### Problem
Examine each line of the data, and copy the ones containing "Left".

□ □ □

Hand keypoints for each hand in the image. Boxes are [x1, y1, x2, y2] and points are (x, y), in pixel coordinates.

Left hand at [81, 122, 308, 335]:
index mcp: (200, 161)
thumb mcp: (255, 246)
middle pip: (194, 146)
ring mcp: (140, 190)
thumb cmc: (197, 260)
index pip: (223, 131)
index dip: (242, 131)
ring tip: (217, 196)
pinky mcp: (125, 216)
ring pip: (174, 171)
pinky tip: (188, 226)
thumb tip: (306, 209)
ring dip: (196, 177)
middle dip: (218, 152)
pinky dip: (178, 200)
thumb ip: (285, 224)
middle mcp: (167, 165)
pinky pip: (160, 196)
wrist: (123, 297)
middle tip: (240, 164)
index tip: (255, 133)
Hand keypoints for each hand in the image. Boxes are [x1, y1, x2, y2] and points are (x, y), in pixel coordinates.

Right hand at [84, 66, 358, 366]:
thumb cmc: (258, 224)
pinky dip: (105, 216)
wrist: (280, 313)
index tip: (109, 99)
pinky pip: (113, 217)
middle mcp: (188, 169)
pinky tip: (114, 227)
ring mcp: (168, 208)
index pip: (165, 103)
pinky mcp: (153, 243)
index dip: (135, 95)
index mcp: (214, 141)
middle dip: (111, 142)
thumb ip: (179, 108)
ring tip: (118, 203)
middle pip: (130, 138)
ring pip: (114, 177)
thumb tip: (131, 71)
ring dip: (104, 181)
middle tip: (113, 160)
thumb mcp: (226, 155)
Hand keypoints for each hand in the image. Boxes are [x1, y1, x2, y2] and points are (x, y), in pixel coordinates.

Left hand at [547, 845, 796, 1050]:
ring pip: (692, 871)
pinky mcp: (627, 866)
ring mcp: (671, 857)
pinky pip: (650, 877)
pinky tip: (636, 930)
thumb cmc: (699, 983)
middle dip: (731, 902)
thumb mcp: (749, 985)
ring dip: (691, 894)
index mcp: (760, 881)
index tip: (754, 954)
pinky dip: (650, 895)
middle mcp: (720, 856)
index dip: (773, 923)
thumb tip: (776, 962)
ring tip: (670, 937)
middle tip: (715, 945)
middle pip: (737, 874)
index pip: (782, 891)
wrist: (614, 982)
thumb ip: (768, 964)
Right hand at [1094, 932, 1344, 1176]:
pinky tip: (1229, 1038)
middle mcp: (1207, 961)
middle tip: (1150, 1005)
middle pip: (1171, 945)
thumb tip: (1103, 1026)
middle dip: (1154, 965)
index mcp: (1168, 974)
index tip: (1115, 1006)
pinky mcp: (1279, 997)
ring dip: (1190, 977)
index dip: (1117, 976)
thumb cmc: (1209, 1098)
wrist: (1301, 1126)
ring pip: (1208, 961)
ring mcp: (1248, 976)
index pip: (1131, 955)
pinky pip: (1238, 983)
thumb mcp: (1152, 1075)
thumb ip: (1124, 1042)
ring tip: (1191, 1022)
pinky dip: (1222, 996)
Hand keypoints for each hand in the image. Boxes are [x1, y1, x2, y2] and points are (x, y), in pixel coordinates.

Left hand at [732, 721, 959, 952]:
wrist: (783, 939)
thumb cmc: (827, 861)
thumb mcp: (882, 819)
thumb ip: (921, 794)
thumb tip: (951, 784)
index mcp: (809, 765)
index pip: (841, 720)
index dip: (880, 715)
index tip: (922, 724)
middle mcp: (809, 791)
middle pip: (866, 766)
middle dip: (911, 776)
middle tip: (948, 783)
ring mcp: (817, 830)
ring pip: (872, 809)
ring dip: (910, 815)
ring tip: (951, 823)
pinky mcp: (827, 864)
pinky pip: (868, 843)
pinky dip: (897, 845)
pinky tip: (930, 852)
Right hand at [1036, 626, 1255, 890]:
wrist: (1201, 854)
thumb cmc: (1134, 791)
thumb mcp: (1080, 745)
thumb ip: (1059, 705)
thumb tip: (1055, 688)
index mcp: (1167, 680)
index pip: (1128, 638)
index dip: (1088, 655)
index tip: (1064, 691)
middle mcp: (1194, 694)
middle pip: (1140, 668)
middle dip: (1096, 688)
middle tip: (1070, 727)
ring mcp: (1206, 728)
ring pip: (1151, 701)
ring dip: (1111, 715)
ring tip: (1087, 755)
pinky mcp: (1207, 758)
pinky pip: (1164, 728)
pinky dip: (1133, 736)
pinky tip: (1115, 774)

□ □ □

### Exercise solution
Left hand at [81, 122, 308, 335]:
Left hand at [547, 845, 796, 1050]:
Left hand at [732, 721, 959, 952]:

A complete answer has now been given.